> [DIRECTIONS]:
Keep only the lines of the data below that contain "Jakob", and copy them.

##### ENTRIES SUPPLIED

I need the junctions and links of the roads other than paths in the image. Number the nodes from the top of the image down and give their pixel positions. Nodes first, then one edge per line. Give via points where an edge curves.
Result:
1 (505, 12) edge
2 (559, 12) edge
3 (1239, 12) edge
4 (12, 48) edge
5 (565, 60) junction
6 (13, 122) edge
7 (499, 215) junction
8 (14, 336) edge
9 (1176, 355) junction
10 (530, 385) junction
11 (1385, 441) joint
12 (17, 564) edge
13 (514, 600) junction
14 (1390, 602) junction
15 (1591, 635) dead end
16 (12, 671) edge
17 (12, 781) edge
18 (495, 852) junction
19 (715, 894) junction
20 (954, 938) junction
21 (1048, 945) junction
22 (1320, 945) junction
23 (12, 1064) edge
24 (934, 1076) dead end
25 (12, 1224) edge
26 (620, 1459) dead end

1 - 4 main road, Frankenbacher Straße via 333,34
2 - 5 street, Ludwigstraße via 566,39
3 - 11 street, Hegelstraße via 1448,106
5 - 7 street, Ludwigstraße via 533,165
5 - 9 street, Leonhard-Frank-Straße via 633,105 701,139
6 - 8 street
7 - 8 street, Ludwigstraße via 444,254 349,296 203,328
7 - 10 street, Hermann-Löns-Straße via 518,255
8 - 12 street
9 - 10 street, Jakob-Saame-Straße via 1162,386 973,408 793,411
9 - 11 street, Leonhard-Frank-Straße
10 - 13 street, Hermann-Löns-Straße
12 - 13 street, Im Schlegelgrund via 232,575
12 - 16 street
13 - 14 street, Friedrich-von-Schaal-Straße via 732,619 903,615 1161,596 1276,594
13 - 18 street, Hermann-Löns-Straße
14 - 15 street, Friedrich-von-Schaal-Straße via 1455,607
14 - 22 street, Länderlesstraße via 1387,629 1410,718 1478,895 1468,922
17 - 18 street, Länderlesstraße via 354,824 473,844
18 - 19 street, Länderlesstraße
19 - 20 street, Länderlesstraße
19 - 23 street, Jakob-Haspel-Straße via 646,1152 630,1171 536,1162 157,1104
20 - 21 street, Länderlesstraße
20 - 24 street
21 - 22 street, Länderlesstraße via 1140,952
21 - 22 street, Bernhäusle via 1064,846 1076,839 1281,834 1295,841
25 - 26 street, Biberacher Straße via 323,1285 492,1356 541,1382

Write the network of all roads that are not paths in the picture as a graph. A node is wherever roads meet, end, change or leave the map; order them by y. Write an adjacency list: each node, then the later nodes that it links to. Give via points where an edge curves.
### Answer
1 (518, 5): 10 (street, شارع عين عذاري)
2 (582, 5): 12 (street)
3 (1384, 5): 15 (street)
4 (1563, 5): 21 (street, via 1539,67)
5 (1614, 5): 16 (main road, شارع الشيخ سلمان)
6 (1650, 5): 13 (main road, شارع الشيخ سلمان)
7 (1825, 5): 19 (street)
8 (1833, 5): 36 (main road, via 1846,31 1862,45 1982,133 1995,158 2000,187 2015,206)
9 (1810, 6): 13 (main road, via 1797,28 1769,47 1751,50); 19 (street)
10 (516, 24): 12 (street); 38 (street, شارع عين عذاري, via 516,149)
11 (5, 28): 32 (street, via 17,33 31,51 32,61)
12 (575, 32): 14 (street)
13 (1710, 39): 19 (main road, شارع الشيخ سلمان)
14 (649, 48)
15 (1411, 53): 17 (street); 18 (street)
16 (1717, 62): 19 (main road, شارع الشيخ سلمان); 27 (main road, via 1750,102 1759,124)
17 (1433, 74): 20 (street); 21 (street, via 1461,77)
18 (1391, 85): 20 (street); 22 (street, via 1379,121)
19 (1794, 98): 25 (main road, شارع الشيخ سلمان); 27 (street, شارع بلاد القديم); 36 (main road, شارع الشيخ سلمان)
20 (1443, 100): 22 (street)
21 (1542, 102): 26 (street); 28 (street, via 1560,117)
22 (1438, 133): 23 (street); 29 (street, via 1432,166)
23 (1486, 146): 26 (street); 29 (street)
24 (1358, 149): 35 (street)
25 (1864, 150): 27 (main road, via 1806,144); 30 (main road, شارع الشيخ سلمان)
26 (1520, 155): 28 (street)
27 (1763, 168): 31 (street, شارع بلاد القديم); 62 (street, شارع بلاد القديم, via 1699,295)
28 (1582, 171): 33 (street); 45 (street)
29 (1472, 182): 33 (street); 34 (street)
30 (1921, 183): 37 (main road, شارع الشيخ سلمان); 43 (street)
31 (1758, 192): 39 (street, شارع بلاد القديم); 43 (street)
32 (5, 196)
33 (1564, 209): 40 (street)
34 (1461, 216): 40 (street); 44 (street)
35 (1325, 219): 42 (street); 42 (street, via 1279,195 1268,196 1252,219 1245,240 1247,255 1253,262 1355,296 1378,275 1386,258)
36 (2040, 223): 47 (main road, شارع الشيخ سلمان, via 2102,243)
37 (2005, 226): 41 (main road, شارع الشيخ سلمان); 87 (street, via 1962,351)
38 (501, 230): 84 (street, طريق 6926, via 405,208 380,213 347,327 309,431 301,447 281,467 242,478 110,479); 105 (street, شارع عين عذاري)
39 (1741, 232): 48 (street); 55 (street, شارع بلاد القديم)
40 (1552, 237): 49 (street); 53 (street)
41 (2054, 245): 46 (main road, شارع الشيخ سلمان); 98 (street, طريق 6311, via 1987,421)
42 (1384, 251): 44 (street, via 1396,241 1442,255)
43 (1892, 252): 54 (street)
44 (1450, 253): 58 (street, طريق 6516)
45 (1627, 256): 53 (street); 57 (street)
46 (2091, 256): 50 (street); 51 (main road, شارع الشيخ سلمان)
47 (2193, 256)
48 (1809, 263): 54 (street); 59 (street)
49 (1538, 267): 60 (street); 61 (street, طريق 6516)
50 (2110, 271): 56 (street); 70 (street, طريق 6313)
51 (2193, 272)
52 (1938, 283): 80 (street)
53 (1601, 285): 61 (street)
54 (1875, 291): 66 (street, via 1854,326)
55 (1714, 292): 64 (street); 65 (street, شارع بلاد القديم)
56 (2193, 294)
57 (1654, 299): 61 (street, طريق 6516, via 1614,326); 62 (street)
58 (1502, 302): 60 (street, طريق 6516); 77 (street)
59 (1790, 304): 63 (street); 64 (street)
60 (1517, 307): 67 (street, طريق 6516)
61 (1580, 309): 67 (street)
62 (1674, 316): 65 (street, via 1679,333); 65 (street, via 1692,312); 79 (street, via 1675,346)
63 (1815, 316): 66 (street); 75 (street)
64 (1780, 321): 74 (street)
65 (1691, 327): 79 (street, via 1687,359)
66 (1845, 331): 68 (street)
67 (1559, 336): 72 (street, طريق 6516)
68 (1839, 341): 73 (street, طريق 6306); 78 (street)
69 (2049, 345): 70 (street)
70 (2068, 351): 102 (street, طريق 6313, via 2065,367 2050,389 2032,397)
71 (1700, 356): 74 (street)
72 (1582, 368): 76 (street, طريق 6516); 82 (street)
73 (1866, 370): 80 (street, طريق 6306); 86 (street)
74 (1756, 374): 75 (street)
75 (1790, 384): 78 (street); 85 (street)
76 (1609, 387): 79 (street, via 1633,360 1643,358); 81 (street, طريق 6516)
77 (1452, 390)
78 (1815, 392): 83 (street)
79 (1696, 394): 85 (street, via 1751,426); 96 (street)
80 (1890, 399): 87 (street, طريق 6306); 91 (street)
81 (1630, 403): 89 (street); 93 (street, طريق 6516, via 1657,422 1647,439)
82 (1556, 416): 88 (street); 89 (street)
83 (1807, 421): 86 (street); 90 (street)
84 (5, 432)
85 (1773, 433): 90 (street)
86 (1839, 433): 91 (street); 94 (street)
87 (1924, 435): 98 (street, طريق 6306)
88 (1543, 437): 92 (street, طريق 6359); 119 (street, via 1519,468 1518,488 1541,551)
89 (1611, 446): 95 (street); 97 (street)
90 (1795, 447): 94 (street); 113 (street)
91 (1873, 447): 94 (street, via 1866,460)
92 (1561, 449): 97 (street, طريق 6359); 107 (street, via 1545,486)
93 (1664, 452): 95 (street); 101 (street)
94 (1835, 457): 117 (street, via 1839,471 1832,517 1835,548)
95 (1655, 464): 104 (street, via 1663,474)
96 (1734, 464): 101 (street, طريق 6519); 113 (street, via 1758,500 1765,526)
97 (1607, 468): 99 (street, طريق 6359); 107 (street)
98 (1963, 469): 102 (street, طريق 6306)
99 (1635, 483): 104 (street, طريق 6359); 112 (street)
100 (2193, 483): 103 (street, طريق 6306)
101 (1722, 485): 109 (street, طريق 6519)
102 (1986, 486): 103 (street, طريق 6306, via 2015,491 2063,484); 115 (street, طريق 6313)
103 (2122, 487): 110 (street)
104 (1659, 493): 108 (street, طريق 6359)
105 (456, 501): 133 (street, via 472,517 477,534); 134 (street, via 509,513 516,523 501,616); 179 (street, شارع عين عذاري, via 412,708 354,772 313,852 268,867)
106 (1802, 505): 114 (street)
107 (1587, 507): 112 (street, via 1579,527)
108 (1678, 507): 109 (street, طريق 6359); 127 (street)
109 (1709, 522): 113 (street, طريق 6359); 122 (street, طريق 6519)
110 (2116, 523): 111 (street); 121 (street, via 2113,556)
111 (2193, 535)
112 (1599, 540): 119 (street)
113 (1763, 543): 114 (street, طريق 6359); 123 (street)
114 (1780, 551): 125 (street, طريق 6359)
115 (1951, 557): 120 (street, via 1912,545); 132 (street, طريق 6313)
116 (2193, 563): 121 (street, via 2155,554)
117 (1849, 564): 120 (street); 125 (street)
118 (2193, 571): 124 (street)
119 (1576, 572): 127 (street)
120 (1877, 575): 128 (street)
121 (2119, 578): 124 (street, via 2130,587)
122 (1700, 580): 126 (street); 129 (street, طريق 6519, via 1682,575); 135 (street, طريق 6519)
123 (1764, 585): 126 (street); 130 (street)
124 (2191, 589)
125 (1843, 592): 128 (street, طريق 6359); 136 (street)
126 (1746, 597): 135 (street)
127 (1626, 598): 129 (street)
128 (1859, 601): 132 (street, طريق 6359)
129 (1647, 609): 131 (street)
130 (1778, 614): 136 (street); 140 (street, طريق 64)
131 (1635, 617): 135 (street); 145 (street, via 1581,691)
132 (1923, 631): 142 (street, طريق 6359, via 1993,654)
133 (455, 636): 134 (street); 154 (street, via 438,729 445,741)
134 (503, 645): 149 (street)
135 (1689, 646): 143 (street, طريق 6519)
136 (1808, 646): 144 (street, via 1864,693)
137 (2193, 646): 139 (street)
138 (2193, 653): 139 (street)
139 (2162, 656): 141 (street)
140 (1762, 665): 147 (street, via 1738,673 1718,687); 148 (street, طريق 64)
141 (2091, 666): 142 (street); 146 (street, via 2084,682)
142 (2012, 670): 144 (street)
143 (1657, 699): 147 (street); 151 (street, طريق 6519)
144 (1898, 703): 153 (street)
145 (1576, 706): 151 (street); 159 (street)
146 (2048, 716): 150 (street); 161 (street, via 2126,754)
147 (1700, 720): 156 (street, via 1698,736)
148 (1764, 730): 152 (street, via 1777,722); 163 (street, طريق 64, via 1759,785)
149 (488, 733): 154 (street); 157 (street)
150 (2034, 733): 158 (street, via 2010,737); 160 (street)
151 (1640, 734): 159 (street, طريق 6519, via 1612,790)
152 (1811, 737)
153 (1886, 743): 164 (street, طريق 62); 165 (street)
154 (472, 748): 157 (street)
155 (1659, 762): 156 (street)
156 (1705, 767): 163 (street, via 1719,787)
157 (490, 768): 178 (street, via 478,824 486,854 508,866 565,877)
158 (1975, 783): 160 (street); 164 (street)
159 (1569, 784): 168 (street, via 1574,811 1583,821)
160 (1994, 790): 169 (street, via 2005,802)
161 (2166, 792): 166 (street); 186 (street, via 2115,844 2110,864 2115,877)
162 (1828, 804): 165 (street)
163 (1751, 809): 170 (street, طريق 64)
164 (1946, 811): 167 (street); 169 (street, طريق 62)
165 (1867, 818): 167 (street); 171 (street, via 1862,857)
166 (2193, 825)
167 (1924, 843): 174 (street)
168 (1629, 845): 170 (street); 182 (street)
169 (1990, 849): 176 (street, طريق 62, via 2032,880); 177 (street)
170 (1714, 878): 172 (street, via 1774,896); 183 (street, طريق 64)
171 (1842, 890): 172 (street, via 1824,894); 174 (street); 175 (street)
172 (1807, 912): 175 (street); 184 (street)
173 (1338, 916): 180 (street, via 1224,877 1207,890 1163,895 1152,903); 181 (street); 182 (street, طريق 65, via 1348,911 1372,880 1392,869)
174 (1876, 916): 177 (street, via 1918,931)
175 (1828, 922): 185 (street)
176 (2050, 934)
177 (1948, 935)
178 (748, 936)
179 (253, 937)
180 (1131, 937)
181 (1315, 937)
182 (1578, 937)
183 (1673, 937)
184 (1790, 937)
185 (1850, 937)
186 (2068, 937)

##########

> [EXERCISE ANSWER]:
9 - 10 street, Jakob-Saame-Straße via 1162,386 973,408 793,411
19 - 23 street, Jakob-Haspel-Straße via 646,1152 630,1171 536,1162 157,1104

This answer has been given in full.